--- START ---

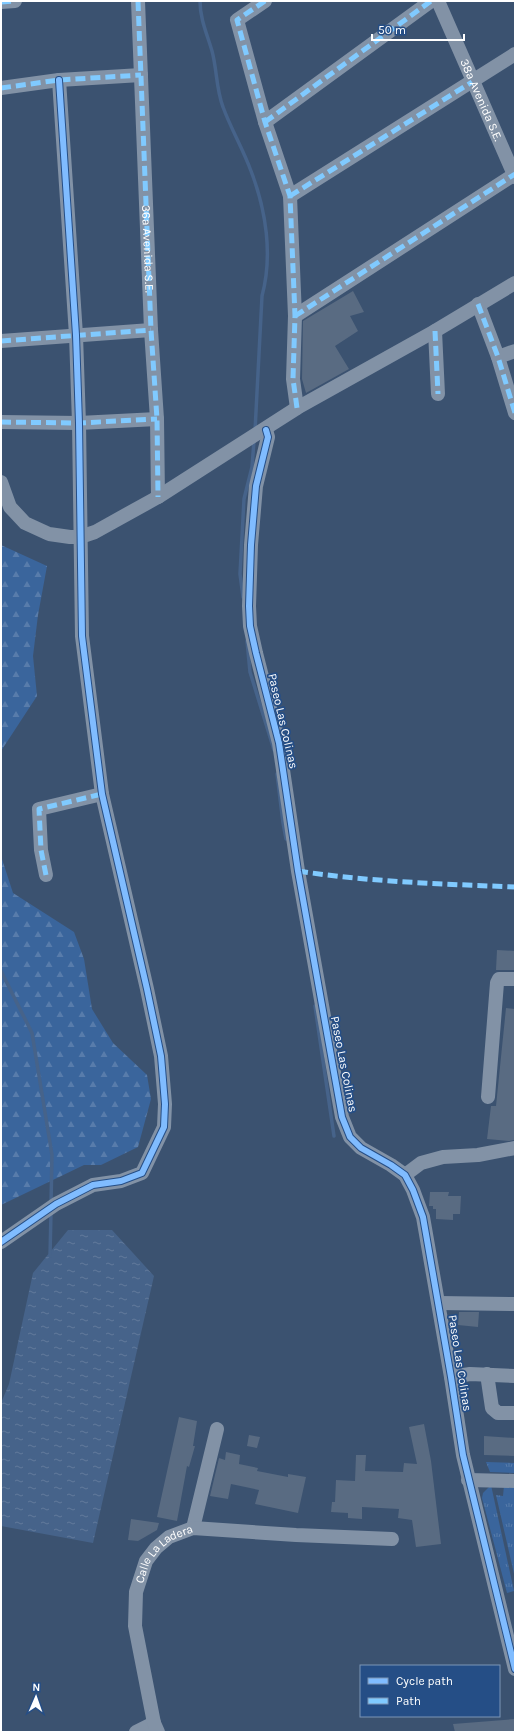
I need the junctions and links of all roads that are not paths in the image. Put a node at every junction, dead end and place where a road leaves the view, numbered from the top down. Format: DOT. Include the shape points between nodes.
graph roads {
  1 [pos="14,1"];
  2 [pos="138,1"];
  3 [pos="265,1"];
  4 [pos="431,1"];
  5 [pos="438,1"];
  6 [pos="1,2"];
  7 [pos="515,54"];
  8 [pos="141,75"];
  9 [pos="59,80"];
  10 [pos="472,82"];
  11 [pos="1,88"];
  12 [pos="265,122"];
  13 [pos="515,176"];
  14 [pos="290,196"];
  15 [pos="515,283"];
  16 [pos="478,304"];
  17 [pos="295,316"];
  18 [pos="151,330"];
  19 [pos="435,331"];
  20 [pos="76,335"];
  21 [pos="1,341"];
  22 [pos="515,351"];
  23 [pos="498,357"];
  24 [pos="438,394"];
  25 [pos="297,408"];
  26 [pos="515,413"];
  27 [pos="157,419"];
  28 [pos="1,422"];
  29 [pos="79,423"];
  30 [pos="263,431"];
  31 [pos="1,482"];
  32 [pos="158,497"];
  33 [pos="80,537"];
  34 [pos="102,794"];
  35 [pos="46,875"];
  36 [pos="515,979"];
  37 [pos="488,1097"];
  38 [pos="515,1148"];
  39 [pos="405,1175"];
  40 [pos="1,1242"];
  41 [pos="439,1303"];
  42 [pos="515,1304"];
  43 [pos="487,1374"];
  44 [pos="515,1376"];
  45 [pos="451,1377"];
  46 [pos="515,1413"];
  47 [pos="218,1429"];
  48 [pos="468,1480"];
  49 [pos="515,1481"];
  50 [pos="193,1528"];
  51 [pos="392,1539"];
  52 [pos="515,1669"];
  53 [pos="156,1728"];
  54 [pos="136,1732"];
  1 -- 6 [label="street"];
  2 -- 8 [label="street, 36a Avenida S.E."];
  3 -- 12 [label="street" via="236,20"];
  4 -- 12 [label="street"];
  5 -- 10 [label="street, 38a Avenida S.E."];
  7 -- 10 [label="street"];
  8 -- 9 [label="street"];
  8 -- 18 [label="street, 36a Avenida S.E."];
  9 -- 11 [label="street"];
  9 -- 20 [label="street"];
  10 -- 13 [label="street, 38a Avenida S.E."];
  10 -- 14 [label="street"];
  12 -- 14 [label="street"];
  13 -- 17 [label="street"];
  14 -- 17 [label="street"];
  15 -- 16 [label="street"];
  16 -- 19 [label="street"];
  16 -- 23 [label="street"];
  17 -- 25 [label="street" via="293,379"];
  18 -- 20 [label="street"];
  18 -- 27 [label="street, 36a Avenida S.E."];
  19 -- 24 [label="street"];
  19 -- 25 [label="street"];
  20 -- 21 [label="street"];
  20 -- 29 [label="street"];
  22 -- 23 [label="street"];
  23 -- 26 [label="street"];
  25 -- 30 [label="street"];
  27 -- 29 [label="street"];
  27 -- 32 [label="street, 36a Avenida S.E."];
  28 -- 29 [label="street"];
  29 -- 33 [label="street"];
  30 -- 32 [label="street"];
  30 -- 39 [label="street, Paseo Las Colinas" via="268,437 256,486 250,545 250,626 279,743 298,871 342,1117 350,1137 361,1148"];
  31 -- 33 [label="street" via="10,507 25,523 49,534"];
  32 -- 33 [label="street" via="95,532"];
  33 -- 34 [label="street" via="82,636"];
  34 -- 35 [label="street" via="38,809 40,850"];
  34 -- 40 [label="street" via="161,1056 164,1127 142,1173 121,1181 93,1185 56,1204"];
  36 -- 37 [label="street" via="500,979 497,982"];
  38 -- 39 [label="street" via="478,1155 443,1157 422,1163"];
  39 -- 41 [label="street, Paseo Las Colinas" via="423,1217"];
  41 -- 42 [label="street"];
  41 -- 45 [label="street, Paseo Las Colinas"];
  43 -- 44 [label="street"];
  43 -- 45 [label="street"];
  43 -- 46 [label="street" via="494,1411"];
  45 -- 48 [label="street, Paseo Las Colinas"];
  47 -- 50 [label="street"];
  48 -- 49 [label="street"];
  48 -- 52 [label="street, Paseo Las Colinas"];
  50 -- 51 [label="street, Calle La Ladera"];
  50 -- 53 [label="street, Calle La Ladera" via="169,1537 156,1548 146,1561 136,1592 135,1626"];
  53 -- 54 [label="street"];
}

--- END ---
--- START ---

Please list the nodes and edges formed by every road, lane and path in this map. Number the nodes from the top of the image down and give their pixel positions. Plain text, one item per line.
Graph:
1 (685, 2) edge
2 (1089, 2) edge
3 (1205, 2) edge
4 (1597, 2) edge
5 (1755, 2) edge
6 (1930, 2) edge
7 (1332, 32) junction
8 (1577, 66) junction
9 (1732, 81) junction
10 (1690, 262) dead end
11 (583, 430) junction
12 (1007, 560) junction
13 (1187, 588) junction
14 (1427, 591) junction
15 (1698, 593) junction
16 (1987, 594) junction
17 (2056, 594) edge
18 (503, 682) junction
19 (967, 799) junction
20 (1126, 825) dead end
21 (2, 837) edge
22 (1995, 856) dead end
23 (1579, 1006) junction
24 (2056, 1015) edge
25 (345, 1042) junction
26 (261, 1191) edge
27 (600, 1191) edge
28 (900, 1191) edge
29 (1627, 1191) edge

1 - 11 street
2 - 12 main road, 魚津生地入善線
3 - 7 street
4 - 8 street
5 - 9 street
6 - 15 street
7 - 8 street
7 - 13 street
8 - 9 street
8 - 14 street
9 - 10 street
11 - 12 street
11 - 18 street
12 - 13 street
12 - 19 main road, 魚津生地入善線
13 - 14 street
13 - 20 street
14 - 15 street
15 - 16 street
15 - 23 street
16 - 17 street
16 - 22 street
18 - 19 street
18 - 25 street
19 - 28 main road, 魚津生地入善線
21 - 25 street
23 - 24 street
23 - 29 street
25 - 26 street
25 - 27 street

--- END ---

WHAT NEEDS TO BE DONE: Look for the string "main" in the entries above. Copy every line that has it.

THE COMPLETED TASK:
2 - 12 main road, 魚津生地入善線
12 - 19 main road, 魚津生地入善線
19 - 28 main road, 魚津生地入善線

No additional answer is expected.